Blackpool Sea Life Centre is expecting a very appropriate new arrival today, on Valentine's Day, a creature with three hearts!
But staff are hoping that love has not featured in the life of their new star, a common octopus, because that would spell certain death.
"When boy meets girl in the octopus world it's always a tragedy," explained the centre's John Filmer.
"They both make the ultimate sacrifice for the greater cause of the survival of their species.
"The male puts his last energies into the act of mating and dies soon afterwards.
"Once the female lays her eggs she devotes herself exclusively to guarding those eggs, even refusing to eat, and dies of starvation soon after they hatch."
Small wonder then that the centre's marine experts are hoping their new arrival proves to be a youngster with no intimate experience of the opposite sex.

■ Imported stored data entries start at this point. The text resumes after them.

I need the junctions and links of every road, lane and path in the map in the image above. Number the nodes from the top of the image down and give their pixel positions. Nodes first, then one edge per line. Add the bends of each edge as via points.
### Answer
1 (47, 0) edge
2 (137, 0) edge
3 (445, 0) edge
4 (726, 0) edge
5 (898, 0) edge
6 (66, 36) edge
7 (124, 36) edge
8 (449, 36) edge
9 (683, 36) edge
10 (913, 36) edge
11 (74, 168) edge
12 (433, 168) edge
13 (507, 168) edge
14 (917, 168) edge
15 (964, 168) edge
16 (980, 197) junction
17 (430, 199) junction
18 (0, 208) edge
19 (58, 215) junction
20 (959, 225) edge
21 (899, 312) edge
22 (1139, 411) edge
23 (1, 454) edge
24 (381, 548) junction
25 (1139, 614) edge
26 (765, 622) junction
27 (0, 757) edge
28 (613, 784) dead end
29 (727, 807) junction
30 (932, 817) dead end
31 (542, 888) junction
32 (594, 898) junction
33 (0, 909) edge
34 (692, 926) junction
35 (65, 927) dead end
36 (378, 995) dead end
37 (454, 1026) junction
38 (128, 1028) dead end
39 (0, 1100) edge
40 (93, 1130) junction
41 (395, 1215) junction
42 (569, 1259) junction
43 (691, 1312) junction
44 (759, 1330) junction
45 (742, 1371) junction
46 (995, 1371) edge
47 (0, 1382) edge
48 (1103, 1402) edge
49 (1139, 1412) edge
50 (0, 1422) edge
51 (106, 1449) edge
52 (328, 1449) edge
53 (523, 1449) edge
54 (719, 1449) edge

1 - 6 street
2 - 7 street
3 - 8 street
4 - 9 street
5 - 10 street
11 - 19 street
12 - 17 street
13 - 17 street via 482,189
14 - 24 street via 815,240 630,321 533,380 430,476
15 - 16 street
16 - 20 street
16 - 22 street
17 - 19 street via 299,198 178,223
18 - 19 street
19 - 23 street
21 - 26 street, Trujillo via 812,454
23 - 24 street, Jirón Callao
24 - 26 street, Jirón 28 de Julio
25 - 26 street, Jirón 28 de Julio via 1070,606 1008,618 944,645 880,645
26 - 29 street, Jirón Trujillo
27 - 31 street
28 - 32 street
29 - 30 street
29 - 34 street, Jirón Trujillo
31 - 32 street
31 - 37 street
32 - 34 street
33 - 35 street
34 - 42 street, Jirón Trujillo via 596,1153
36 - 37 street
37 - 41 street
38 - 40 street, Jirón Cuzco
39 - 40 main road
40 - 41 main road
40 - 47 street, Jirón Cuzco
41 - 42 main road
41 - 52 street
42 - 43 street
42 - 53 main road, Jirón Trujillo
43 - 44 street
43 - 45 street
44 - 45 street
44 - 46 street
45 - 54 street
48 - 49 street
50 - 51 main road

He or she, it's impossible to say which, will be joining the steadily growing cast of Suckers, the Centre's new £100,000 feature exhibition.
Though the leading light - a giant Pacific octopus - is not due to arrive until shortly before the official launch of Suckers at Easter, many of the co-stars are already in place and ready to be admired by visitors over the half-term holiday.
These include the incredible colour shifting cuttlefish, that can adopt the perfect skin pattern to camouflage itself against any background in a fraction of a second, and the nautilus, a primitive shell-clad member of the family.